Notice that there is one relay between the key switch and the radio. That allows the key switch to turn the radio on and off, but keeps all the power for the radio coming from the amplifier's positive power terminal. Notice also that you do not need to take the radio's yellow wire all the way to the amp. Bring one wire up from the amp. Tie it to the yellow wire, AND to terminal number 30 of the relay.
As I drew this, it became apparent to me that you NEED a fuse on the new power wire coming from the amplifier to the radio. Be sure to add one. I suggest 15 amps probably will work, but take a look at the radio fuses, and add them up The fuse I show next to the amplifier can be up to 1.5 times the sum of the radio fuses.

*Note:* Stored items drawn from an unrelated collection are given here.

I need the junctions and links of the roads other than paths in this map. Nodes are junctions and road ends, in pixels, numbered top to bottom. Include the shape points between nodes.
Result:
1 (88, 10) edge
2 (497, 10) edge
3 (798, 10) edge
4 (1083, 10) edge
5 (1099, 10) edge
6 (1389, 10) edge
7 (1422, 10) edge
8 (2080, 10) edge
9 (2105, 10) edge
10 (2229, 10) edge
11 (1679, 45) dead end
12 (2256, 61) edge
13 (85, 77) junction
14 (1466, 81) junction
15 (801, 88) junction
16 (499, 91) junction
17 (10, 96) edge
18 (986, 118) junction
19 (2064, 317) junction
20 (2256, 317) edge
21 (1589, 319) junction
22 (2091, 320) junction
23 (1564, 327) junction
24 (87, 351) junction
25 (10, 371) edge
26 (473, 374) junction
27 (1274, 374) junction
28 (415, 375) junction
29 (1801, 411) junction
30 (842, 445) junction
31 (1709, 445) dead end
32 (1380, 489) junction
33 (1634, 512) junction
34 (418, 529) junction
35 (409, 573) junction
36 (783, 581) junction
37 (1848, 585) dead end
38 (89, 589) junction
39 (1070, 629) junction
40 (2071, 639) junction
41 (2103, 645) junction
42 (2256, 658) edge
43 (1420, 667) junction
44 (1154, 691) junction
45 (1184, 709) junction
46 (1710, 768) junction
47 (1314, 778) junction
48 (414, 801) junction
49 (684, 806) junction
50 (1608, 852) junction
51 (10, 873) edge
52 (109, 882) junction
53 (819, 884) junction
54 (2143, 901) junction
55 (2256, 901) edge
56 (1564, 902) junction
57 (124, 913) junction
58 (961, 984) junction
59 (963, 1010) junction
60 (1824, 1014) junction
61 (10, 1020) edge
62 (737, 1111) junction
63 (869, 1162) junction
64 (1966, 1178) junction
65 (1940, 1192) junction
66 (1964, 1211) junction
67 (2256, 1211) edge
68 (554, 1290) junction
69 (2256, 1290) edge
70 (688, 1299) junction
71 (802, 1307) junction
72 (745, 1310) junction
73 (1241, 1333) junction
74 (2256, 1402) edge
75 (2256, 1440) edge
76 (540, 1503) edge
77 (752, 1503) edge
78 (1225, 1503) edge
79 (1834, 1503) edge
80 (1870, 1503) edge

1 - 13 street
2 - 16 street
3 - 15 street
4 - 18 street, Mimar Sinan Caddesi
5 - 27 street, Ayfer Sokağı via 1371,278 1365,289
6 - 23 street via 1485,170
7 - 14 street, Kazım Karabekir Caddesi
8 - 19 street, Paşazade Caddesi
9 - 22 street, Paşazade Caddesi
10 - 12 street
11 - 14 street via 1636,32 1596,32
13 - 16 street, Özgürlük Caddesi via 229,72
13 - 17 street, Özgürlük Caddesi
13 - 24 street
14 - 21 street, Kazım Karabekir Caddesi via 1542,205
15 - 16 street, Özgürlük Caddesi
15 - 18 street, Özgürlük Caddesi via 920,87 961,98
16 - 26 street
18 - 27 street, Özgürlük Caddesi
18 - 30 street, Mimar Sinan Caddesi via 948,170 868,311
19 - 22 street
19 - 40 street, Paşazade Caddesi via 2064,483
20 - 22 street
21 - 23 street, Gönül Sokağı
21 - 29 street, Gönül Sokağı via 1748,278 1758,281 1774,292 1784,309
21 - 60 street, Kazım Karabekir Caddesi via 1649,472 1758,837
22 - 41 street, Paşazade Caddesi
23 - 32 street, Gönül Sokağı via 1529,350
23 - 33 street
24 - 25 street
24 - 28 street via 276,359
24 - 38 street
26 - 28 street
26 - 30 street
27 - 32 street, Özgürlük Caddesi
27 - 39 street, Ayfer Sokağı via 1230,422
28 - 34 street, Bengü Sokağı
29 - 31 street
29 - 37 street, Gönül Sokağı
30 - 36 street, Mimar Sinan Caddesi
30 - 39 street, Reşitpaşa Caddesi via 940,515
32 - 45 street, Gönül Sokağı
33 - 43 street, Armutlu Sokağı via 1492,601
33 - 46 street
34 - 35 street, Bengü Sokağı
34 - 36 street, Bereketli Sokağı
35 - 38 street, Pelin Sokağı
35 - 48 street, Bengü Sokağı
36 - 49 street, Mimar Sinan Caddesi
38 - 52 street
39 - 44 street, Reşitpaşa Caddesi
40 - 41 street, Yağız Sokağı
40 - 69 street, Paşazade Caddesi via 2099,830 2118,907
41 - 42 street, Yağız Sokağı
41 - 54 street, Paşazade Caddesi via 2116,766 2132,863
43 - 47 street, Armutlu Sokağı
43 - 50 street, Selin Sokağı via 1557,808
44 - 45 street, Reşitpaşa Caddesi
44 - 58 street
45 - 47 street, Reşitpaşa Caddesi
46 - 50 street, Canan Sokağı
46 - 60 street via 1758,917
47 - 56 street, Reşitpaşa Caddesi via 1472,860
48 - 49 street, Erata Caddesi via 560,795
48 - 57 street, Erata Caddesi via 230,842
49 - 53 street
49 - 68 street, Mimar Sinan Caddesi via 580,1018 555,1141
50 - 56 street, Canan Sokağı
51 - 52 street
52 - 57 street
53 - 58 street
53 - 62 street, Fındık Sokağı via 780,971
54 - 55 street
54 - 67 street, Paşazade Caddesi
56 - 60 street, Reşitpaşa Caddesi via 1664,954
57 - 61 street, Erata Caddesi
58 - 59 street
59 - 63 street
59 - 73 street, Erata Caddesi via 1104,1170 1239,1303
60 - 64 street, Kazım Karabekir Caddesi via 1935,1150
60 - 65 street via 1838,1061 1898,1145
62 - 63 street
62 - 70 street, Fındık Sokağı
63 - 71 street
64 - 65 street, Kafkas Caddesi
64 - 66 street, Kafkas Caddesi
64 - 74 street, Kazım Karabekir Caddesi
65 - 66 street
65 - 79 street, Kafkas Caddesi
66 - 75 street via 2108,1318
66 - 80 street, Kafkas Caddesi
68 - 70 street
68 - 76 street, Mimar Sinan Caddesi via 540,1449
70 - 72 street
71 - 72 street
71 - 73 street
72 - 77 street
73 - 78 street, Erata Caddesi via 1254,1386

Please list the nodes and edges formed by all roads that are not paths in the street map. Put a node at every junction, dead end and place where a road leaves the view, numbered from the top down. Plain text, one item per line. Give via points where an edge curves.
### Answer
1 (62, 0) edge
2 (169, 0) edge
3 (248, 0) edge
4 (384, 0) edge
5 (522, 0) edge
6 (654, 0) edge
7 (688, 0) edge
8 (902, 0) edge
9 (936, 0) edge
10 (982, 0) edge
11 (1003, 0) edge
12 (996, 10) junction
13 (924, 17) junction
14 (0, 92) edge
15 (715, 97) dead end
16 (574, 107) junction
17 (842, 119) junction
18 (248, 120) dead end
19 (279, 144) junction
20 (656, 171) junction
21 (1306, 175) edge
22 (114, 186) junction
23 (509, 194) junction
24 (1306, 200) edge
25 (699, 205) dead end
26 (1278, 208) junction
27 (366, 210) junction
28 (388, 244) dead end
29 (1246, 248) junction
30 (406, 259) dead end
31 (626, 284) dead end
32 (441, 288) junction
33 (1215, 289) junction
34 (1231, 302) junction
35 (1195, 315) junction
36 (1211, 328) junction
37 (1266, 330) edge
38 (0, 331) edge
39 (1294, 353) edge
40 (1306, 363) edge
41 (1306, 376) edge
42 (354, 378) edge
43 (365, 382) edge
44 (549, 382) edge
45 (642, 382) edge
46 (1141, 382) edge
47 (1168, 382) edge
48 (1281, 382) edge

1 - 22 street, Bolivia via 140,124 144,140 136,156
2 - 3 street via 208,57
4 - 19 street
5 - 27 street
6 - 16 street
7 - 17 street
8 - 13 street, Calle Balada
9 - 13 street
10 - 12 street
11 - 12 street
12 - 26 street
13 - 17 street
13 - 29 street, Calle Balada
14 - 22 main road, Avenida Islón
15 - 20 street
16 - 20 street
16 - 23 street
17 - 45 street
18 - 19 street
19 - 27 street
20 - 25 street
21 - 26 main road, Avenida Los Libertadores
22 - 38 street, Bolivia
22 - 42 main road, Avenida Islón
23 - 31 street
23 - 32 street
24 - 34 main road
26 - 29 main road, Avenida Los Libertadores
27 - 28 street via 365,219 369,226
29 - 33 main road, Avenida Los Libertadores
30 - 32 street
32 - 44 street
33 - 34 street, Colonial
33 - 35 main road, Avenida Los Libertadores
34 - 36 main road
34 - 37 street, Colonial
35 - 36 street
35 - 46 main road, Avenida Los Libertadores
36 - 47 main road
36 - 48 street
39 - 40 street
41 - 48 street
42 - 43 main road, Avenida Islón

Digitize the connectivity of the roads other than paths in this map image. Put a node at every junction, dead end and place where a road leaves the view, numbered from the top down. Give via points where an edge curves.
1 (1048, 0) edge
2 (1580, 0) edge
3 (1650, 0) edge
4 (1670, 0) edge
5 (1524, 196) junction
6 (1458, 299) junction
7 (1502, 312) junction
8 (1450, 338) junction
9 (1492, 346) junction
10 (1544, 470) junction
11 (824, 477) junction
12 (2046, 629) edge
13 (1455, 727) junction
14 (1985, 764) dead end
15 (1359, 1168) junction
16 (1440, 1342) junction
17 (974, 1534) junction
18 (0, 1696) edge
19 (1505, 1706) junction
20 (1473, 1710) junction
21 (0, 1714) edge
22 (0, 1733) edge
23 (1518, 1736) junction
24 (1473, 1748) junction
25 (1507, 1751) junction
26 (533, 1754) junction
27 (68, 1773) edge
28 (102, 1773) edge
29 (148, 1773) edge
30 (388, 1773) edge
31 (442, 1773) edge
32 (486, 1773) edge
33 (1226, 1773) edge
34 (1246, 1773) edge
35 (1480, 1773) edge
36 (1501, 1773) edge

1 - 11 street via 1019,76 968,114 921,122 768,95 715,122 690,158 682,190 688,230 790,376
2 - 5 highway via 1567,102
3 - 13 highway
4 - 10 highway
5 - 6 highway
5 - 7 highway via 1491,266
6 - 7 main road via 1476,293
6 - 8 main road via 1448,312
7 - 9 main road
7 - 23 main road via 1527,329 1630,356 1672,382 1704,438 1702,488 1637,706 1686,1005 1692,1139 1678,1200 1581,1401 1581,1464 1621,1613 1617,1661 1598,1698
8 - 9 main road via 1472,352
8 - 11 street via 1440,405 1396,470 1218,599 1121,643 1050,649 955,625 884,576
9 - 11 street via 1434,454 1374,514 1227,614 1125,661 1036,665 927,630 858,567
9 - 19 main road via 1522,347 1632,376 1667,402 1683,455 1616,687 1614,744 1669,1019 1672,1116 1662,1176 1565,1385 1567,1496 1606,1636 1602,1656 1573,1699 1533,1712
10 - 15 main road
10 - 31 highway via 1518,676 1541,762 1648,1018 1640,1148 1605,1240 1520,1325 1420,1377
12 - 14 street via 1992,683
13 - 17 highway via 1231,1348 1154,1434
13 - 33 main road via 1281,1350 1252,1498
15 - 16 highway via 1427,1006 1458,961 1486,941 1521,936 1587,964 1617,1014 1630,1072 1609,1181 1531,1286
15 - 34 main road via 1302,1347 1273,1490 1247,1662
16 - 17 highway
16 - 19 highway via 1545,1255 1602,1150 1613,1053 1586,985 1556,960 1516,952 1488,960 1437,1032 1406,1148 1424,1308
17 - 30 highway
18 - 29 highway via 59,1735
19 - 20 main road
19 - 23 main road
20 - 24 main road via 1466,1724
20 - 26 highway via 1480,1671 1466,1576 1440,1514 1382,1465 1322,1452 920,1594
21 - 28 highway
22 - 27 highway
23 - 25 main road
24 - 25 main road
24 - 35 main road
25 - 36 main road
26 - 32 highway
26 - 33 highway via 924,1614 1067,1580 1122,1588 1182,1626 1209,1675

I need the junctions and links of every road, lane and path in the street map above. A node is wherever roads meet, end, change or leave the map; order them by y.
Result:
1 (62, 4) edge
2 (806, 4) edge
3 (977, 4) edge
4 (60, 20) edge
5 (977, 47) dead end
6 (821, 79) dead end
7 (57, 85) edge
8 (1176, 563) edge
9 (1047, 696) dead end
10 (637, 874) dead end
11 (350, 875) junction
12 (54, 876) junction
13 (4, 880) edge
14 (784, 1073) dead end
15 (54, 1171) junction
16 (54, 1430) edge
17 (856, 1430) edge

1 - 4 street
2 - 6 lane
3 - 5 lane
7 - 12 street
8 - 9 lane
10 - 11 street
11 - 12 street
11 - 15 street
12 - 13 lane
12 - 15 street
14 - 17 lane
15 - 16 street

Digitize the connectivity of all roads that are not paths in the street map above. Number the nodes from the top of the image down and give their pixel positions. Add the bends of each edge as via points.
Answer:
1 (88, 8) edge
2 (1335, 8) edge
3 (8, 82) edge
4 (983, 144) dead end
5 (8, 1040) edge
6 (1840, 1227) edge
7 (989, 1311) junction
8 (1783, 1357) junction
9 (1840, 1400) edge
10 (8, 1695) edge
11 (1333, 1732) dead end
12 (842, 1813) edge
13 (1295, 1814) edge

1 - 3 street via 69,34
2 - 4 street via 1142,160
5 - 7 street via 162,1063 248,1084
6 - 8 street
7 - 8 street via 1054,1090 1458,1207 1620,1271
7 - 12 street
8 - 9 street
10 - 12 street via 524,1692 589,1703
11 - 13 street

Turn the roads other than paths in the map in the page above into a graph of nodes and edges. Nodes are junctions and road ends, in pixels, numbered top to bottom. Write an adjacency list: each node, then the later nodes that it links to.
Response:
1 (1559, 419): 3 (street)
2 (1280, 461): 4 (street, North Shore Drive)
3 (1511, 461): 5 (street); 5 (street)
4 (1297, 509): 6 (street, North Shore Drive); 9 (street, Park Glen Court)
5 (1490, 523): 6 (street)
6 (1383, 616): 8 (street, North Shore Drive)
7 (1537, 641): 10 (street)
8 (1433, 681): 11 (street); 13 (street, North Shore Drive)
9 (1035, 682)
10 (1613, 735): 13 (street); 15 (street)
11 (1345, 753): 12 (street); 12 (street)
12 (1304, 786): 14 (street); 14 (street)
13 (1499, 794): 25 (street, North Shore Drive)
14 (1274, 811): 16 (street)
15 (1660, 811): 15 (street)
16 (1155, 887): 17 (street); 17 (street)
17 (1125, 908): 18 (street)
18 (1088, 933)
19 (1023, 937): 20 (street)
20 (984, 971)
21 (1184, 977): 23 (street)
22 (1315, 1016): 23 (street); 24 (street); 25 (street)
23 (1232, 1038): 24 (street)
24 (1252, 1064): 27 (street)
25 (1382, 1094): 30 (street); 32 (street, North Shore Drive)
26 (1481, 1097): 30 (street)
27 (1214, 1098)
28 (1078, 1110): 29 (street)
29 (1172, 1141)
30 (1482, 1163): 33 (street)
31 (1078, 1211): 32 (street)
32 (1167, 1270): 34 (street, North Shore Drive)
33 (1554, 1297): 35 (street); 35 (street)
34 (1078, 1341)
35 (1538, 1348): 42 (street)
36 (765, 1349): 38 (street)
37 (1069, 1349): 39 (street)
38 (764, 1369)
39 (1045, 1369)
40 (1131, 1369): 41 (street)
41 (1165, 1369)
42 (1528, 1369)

The other relay I show is right next to the amplifier. This relay is turned on and off by the blue turn-on lead from the radio. Using a relay here will allow you to connect 3 or more amplifiers without taxing the head unit's turn-on lead, as Andrew suggests above. If you only have one amp, and maybe a little EQ or signal processor, you probably do not need this second relay; this second relay is primarily for those times when you are turning on a lot of devices with the radio.
If you are using an EQ or other signal processor device, you will probably connect it to the same power wiring as the head unit, right at the head unit connections. If the EQ or signal processor has a turn-on lead, you might want to wire it to the relay I show by the amp, or it can be wired straight to the blue wire from the radio. That decision is going to vary from installation to installation, so there is not as much a hard rule there.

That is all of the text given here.